> _What to do_:
In the records below, find every line with the word "LACERDA" and copy it.
── Stored data ──
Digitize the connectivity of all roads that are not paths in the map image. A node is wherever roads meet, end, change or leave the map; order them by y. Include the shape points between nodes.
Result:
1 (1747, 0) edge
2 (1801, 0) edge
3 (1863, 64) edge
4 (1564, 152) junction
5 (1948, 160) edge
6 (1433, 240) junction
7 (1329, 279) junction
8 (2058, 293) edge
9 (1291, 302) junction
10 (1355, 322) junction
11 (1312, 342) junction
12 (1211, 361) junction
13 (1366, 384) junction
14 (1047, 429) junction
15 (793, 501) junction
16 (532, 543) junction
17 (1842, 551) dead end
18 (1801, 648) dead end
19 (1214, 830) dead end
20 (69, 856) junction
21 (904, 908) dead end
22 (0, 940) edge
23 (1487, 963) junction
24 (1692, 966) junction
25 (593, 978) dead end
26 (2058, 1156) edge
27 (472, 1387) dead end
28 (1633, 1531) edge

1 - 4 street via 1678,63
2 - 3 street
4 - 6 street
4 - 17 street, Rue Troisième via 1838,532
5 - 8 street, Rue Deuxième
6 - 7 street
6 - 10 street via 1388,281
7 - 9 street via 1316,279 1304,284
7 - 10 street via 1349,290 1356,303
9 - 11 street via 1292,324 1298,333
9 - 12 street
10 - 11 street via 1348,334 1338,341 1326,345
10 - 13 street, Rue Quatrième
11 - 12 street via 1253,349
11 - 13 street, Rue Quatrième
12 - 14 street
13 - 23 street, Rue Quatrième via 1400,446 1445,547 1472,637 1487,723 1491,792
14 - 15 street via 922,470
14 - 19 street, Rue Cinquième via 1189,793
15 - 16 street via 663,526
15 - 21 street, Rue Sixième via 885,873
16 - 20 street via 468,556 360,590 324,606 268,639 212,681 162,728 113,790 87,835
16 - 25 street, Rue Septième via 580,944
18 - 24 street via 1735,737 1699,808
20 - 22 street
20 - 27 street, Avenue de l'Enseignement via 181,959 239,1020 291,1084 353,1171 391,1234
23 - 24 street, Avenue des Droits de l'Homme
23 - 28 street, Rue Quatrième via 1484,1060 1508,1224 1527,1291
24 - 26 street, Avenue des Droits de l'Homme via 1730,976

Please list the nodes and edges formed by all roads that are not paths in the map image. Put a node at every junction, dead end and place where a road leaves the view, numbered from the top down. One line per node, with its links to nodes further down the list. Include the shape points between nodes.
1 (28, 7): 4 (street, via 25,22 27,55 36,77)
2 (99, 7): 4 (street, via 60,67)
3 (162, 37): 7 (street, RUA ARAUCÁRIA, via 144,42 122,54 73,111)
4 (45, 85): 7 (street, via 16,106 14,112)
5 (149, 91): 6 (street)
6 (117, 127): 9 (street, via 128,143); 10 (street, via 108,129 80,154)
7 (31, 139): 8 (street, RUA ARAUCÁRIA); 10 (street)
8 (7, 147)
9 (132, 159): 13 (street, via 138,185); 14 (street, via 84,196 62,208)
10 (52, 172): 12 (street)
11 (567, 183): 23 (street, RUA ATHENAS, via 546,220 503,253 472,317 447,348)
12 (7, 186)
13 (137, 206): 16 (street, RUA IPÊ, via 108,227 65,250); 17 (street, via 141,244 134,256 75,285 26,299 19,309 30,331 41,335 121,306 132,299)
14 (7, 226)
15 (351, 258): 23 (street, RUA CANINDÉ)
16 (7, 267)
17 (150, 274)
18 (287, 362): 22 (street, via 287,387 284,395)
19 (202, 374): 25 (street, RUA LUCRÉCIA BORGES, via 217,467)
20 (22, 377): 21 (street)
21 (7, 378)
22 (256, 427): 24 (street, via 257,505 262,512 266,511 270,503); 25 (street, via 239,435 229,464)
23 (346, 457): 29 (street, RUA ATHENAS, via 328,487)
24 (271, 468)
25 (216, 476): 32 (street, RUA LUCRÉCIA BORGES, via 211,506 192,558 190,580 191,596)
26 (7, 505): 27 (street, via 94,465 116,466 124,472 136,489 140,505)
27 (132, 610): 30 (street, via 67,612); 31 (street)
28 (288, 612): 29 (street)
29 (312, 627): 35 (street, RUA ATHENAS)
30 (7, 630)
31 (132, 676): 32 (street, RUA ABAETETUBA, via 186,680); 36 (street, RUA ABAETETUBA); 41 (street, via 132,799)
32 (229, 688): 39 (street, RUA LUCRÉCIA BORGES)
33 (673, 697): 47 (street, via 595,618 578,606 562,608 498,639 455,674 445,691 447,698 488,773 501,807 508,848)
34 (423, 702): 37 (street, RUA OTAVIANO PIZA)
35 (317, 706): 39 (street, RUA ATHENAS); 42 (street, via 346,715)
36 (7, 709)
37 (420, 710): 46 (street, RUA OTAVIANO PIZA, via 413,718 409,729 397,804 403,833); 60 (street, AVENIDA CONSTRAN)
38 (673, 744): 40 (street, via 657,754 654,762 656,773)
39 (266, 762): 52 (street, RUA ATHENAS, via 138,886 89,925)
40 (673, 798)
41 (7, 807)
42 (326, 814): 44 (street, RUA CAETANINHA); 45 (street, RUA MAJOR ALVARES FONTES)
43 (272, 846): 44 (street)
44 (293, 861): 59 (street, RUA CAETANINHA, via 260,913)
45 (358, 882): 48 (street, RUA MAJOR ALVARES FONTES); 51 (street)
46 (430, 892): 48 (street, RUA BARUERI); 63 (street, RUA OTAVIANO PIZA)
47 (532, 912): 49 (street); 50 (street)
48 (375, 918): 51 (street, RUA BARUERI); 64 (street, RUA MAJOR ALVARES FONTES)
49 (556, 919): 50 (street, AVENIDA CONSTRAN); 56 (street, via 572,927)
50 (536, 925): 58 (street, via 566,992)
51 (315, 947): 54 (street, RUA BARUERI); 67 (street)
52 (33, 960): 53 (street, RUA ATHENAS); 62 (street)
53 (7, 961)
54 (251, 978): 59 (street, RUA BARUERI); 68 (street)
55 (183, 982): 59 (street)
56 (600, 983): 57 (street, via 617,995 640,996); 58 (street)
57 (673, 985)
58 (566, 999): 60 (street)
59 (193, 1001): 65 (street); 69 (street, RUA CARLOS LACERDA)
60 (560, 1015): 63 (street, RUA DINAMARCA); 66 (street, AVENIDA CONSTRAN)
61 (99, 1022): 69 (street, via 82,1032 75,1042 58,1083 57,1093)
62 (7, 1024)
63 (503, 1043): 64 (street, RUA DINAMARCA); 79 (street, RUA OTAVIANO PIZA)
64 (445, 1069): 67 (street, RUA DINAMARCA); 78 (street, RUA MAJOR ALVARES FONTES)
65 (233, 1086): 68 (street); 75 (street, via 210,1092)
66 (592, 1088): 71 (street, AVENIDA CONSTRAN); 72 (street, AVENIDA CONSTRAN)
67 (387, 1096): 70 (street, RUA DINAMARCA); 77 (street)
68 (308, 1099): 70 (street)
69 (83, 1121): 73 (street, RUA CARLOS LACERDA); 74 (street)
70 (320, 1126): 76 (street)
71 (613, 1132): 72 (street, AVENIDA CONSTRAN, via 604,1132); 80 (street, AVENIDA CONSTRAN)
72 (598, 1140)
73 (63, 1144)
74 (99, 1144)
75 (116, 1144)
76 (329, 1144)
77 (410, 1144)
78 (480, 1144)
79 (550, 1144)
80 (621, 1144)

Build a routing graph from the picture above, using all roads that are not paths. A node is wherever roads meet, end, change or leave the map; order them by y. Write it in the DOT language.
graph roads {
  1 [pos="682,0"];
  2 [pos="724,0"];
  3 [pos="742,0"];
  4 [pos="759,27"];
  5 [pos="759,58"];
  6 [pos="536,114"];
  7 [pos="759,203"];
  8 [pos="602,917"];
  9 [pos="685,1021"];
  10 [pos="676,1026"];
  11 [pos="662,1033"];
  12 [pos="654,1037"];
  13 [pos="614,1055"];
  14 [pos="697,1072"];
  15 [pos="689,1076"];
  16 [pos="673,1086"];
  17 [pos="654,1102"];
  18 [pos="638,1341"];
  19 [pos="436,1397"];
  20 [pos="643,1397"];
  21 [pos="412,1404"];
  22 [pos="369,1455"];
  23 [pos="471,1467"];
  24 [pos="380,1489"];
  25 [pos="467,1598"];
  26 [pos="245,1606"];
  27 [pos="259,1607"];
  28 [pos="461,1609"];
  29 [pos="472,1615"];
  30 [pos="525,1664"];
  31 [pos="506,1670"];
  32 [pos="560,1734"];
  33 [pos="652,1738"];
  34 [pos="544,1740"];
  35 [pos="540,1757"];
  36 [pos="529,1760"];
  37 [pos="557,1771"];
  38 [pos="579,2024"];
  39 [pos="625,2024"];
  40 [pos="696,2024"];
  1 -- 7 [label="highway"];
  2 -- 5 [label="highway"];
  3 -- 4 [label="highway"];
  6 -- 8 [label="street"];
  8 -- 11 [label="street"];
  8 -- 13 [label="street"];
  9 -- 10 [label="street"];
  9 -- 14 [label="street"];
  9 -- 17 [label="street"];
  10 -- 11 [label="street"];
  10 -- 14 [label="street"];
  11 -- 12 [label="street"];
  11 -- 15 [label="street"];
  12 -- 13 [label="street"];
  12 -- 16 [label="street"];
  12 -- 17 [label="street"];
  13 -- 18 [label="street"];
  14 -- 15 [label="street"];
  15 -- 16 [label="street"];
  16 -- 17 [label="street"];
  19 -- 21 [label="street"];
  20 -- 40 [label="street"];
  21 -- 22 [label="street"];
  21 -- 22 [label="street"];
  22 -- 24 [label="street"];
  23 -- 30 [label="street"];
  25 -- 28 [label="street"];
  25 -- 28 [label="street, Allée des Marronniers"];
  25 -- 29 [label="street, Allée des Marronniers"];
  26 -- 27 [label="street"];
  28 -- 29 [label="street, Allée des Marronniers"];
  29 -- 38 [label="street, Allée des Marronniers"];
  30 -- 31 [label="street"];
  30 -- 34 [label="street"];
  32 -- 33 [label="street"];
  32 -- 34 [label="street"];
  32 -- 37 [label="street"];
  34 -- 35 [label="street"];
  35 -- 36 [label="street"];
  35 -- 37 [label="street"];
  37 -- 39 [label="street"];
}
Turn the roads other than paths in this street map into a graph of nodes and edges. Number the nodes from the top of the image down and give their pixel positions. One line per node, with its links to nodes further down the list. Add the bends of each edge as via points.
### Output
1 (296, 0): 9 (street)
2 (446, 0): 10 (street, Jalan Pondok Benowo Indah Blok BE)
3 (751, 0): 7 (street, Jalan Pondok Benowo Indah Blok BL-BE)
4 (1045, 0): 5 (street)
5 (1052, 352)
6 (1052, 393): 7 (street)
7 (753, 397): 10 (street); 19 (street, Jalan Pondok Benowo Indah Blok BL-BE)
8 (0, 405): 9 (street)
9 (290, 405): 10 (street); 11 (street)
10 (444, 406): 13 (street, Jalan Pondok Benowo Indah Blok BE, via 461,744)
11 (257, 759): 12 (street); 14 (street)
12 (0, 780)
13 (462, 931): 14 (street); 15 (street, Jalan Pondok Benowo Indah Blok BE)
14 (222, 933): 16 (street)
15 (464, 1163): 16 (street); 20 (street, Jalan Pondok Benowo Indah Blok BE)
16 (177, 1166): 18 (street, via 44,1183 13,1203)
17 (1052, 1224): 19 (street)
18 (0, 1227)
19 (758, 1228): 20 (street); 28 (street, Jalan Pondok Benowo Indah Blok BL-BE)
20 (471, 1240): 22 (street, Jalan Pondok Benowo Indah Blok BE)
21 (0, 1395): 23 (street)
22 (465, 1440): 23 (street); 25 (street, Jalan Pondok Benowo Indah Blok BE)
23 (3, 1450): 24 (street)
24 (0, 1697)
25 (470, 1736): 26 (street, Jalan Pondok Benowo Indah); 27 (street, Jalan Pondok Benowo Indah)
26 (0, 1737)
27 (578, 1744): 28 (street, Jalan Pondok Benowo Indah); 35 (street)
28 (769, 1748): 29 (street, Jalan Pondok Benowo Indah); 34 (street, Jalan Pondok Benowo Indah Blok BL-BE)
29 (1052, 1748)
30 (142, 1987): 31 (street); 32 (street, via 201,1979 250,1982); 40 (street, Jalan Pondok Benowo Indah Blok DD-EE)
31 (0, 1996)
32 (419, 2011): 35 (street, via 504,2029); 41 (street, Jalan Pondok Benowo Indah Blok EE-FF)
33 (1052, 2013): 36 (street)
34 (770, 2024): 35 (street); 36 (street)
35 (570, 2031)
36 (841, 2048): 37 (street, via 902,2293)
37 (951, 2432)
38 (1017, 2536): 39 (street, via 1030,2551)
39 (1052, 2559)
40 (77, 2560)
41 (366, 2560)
───
> _Written answer_:
59 (193, 1001): 65 (street); 69 (street, RUA CARLOS LACERDA)
69 (83, 1121): 73 (street, RUA CARLOS LACERDA); 74 (street)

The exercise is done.